(Stored items)
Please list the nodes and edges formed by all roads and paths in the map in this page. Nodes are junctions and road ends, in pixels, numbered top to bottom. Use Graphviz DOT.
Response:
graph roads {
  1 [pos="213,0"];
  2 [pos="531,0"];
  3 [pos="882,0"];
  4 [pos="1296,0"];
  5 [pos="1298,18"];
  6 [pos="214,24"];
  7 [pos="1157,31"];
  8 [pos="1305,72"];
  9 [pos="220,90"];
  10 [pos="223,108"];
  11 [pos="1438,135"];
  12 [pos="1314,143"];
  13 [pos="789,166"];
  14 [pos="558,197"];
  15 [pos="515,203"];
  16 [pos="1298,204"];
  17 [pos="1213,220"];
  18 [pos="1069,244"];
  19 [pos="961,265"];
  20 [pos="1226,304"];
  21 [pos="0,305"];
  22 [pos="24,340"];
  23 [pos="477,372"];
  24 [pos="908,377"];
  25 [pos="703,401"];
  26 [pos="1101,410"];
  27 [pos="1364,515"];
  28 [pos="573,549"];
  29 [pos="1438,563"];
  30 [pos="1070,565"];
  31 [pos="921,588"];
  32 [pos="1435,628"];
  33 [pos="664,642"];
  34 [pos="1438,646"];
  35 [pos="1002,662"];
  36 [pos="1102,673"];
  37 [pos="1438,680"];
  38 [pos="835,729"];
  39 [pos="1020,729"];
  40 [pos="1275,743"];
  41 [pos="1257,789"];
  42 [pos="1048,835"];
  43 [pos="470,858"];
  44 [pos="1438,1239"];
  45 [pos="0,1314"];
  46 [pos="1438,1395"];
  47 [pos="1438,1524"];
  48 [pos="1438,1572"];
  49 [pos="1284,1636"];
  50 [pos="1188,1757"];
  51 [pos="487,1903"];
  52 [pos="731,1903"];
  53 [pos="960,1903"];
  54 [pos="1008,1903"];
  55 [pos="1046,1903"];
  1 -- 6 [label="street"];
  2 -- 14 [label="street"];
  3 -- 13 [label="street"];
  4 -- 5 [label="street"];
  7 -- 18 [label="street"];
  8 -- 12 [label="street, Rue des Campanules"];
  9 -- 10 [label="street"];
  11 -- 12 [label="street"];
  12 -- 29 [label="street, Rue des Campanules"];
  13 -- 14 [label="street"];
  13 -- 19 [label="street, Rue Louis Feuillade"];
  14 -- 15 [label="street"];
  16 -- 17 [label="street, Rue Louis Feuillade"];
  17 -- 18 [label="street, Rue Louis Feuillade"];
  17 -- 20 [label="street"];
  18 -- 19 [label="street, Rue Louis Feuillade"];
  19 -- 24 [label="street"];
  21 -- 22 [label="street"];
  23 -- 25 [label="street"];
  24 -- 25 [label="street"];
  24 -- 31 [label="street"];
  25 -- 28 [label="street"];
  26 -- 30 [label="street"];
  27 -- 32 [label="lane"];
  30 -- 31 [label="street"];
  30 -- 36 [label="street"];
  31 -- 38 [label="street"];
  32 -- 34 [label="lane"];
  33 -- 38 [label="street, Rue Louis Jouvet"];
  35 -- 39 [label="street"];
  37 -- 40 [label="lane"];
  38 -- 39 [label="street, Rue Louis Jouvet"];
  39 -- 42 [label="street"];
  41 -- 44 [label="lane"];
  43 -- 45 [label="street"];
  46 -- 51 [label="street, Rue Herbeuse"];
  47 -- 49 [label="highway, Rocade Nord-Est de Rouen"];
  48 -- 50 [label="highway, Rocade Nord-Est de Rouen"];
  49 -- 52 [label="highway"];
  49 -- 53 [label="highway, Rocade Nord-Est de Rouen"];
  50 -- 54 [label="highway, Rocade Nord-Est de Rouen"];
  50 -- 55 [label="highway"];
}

→ Required work
If a line of the data holds the string "Campanules", count it. Then state the total and nothing more.

→ Response
2